Did the prof or TA give out problem set or sample exams before hand? Were there problem set questions that you were stuck on? Are there topics you really didn’t understand from lectures? Are you uncertain about whether a topic will be covered on the exam? Figure these things out before the review session. If you’re pressed for time, at least skim your notes or textbook and figure out which areas you’re weakest at. What are you most confused about? What’s most important? Prioritize so you know what you need help with the most.

2. Ask questions or steer the conversation. 

There are always moments during a review session when the prof or TA asks for questions… and nobody says a word. Don’t be shy! Jump in, ask your questions and clear up your confusions. If you don’t, someone else will, and there is no guarantee that their questions will be the same as yours. Do not hesitate to steer the conversation towards areas you need help with, especially if no one else is asking questions.

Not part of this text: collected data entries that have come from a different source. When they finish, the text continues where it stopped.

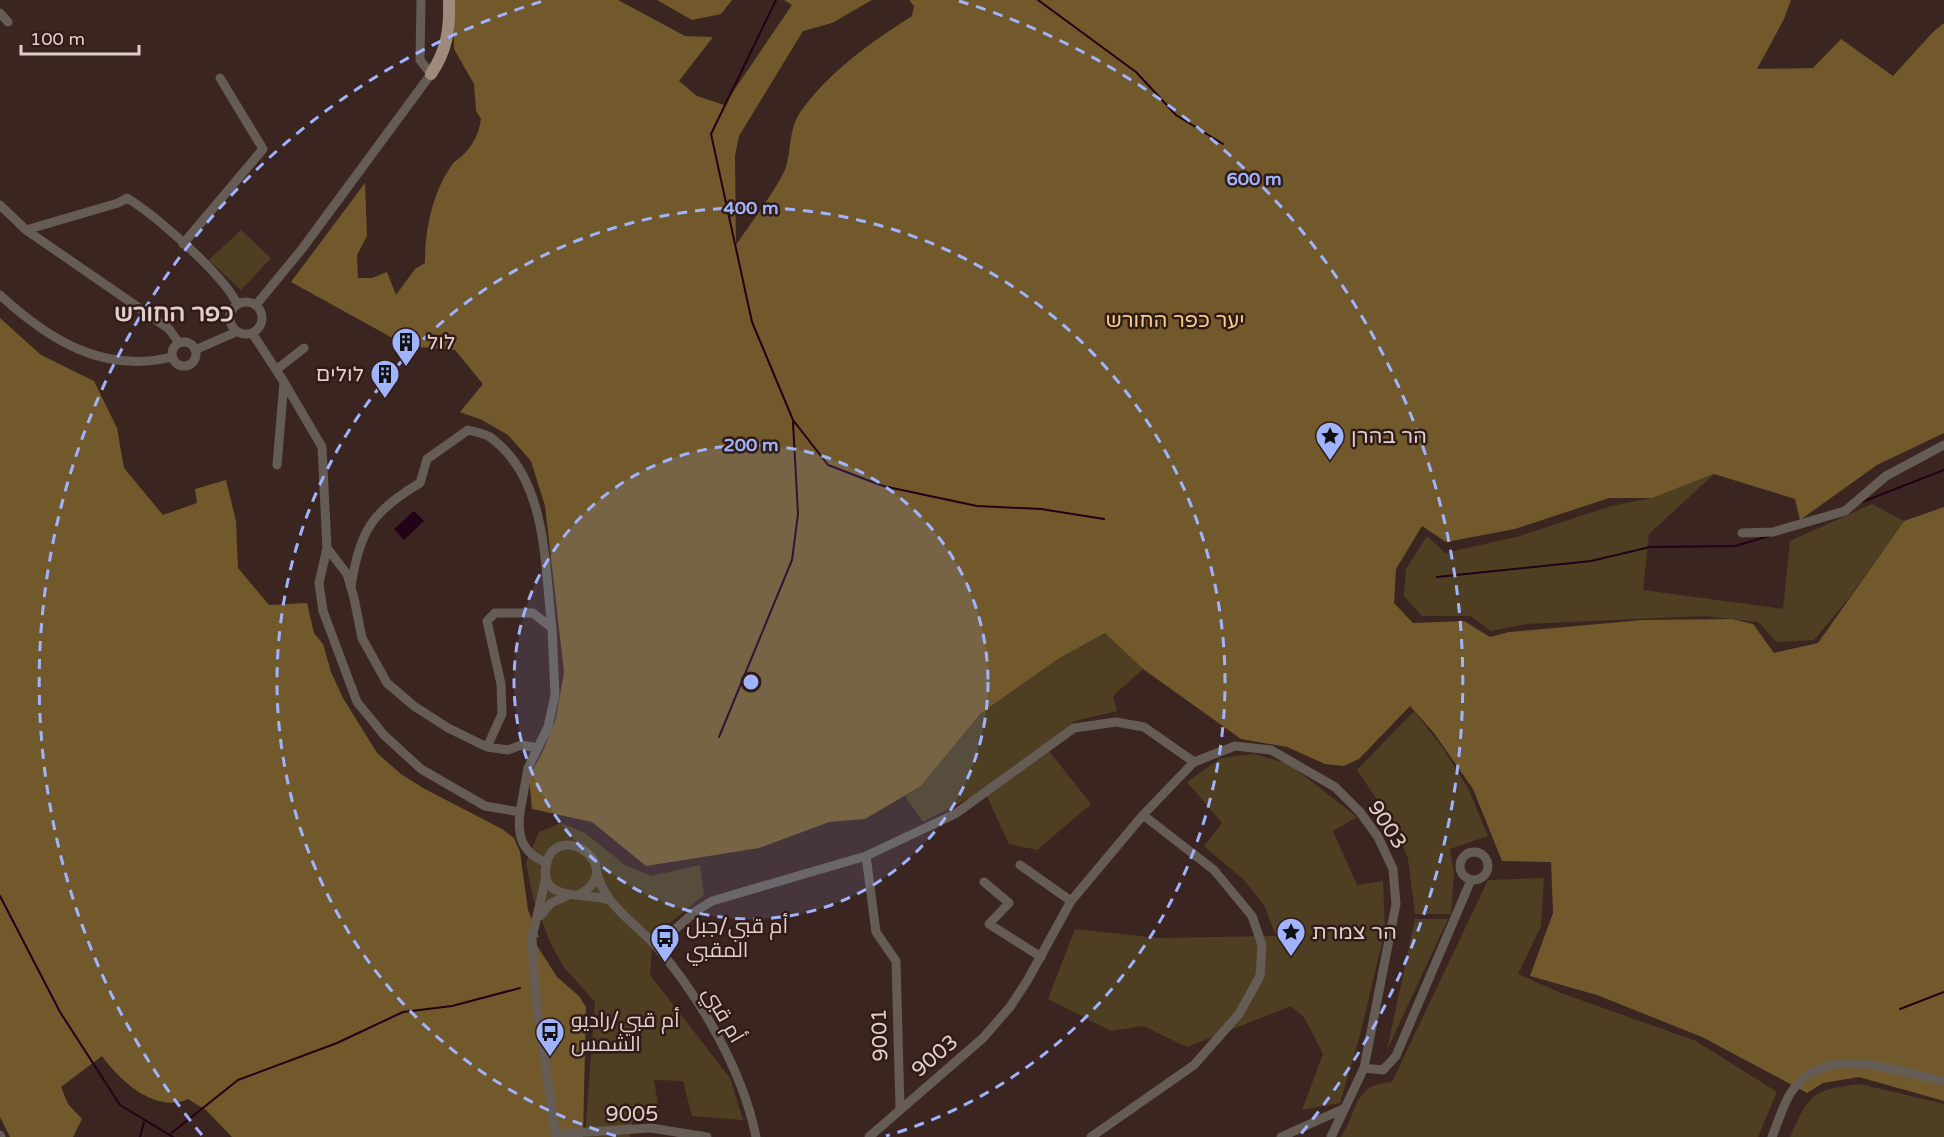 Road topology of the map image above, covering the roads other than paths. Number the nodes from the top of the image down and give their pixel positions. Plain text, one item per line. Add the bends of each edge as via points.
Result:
1 (422, 0) edge
2 (449, 0) edge
3 (0, 14) edge
4 (8, 22) dead end
5 (430, 74) junction
6 (220, 78) dead end
7 (0, 205) edge
8 (26, 230) junction
9 (183, 244) junction
10 (0, 294) edge
11 (237, 304) junction
12 (256, 305) junction
13 (236, 332) junction
14 (252, 333) junction
15 (179, 343) junction
16 (304, 348) dead end
17 (195, 351) junction
18 (172, 357) junction
19 (276, 370) junction
20 (284, 382) junction
21 (1944, 445) edge
22 (277, 465) dead end
23 (1742, 533) dead end
24 (327, 548) junction
25 (351, 587) junction
26 (552, 628) junction
27 (487, 747) junction
28 (538, 748) junction
29 (1194, 762) junction
30 (520, 812) junction
31 (1143, 815) junction
32 (866, 856) junction
33 (547, 863) junction
34 (1020, 865) dead end
35 (596, 867) junction
36 (546, 877) junction
37 (1470, 880) dead end
38 (984, 882) dead end
39 (573, 895) junction
40 (609, 900) junction
41 (1071, 901) junction
42 (536, 924) junction
43 (656, 946) junction
44 (1041, 957) junction
45 (1364, 1068) junction
46 (1944, 1081) edge
47 (900, 1108) junction
48 (1345, 1108) junction
49 (556, 1135) edge
50 (707, 1137) edge
51 (756, 1137) edge
52 (869, 1137) edge
53 (1091, 1137) edge
54 (1281, 1137) edge
55 (1331, 1137) edge
56 (1772, 1137) edge

1 - 5 street via 420,60
2 - 5 main road via 446,45
3 - 4 street
5 - 12 street via 302,249
6 - 9 street via 263,149
7 - 8 street
8 - 9 street via 127,198
8 - 15 street via 169,329
9 - 11 street via 232,292
10 - 18 street via 54,339 95,357 136,362
11 - 12 street
11 - 13 street via 229,318
12 - 14 street via 262,320
13 - 14 street
13 - 17 street
14 - 19 street
15 - 17 street via 187,342
15 - 18 street
16 - 19 street
17 - 18 street via 194,362 187,366 176,364
19 - 20 street
20 - 22 street
20 - 24 street via 322,447
21 - 23 street via 1887,476 1845,511 1773,532
24 - 25 street via 347,574
24 - 30 street via 319,583 323,611 357,702 384,735 422,769 485,806
25 - 26 street via 368,526 390,500 420,483 427,459 468,430 489,436 523,471 539,517
25 - 27 street via 362,639 387,683 448,728
26 - 27 street via 533,613 495,613 487,621 501,684 502,714
26 - 28 street via 555,695 548,727
27 - 28 street via 508,750 521,744
28 - 30 street via 528,768
29 - 31 street, 9003
29 - 32 street via 1144,727 1116,722 1074,728 955,814
29 - 45 street, 9003 via 1234,746 1271,750 1335,787 1378,837 1394,869 1396,904
30 - 33 street via 518,831 524,850
31 - 41 street, 9003
31 - 53 street via 1214,870 1252,916 1262,945 1260,976 1239,1014 1194,1065
32 - 43 street via 712,901 696,910
32 - 47 street, 9001 via 876,932 896,961
33 - 35 street via 560,847 576,845 591,855
33 - 36 street
34 - 41 street
35 - 39 street via 592,884
35 - 40 street, أم قبي via 597,878
36 - 39 street via 555,891
36 - 42 street
37 - 45 street via 1396,1056 1383,1070
38 - 44 street via 1010,903 989,924
39 - 40 street
39 - 42 street via 551,903
40 - 43 street, أم قبي
41 - 44 street, 9003
42 - 49 street via 532,938 535,993
43 - 51 street, أم قبي via 710,1022 751,1111
44 - 47 street, 9003 via 1010,1007 983,1038
45 - 48 street, 9003
46 - 56 street via 1852,1062 1831,1063 1799,1083 1789,1095
47 - 52 street, 9003
48 - 54 street
48 - 55 street, 9003
49 - 50 street, 9005 via 651,1128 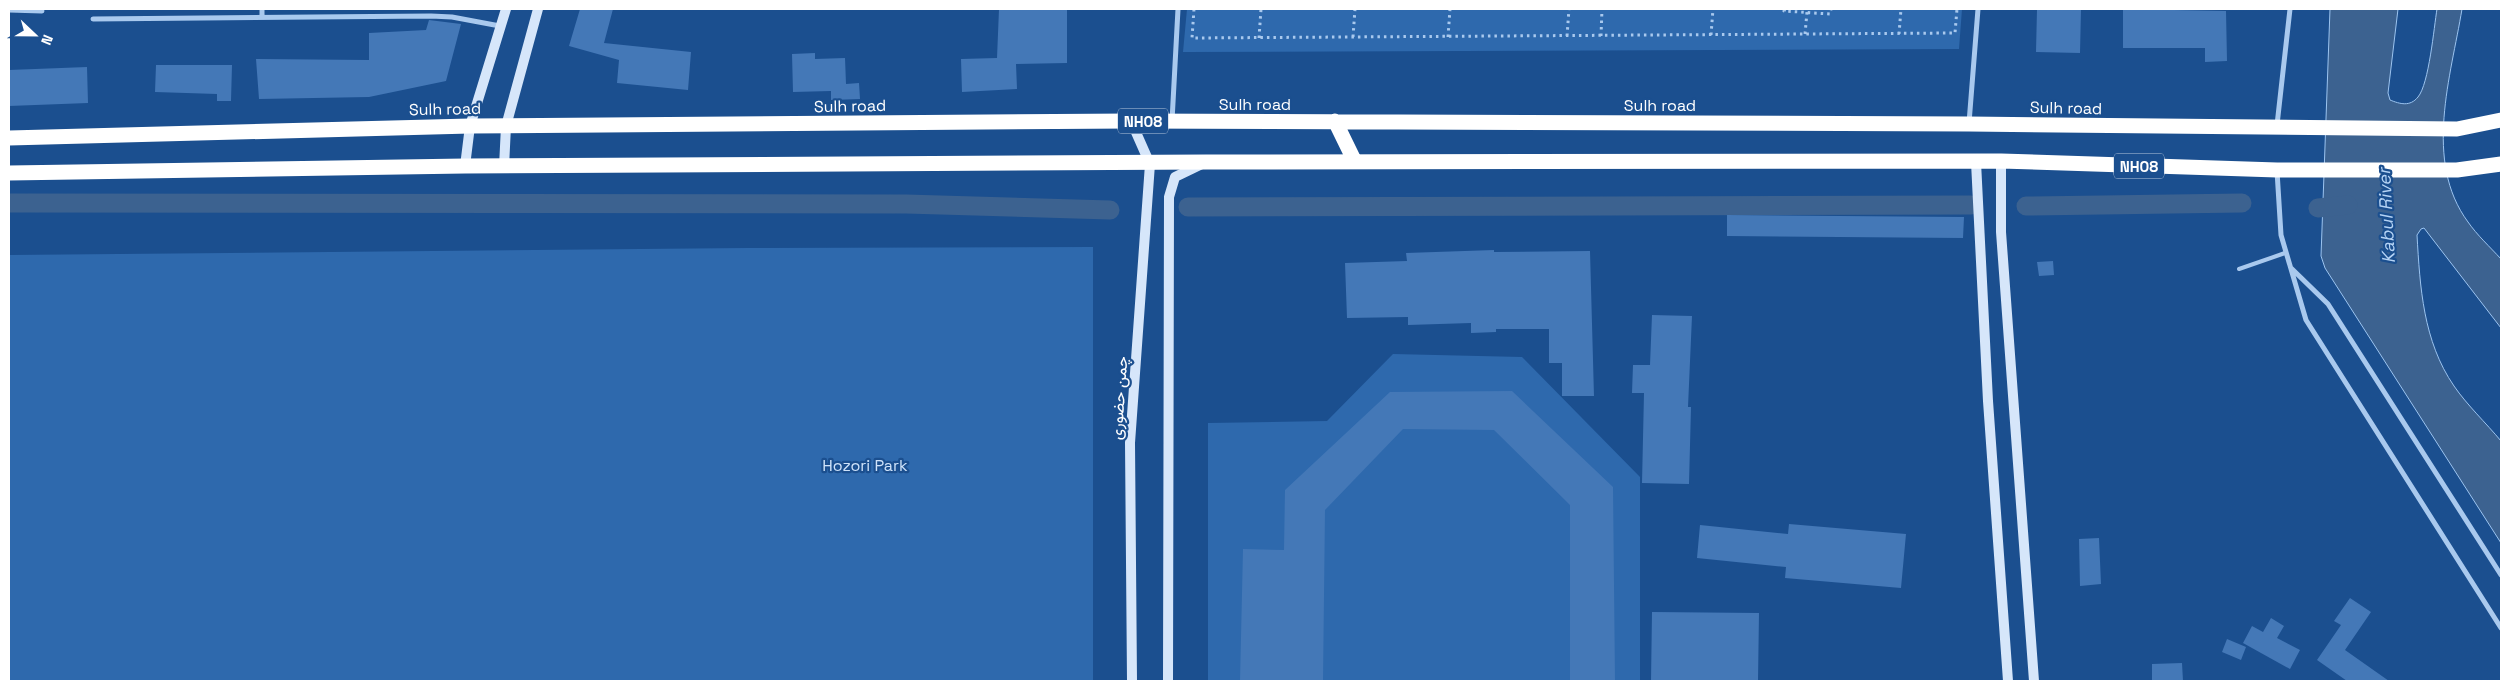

3. There are stupid questions… but you should ask them anyway. 

Sometimes 5 other people have the same question as you and are too afraid to ask. Other times, your question might be so bizarre that the prof or TA looks at you like you have 5 heads. Ok, so maybe that’s just me. Even so, getting the answers to these questions saves me bucket-load of time later on. So don’t be afraid to ask questions that are a little bit out there or that seem stupid. You might look silly at the review session, but when you ace that section on the exam, no one (not even yourself) will remember your embarrassment.

4. Use your brain.

Take notes, ask questions, highlight areas you still need to work on, or write down any hints the profs or TAs give. Actually try to understand the explanations and and solutions, not just copy them down. Ask for clarification when you need them and mark down any explanations you find confusing. If you’re shy about asking questions and just can’t bring yourself to do it, at least pay attention to what the profs or TAs say or do. The people on Facebook, twitter, 9gag, etc. aren’t using their brains. People who blindly copy down solutions have to spend time later trying to understand what they wrote. Time is precious, so get your brain into high gear, understand things then and there, don’t procrastinate.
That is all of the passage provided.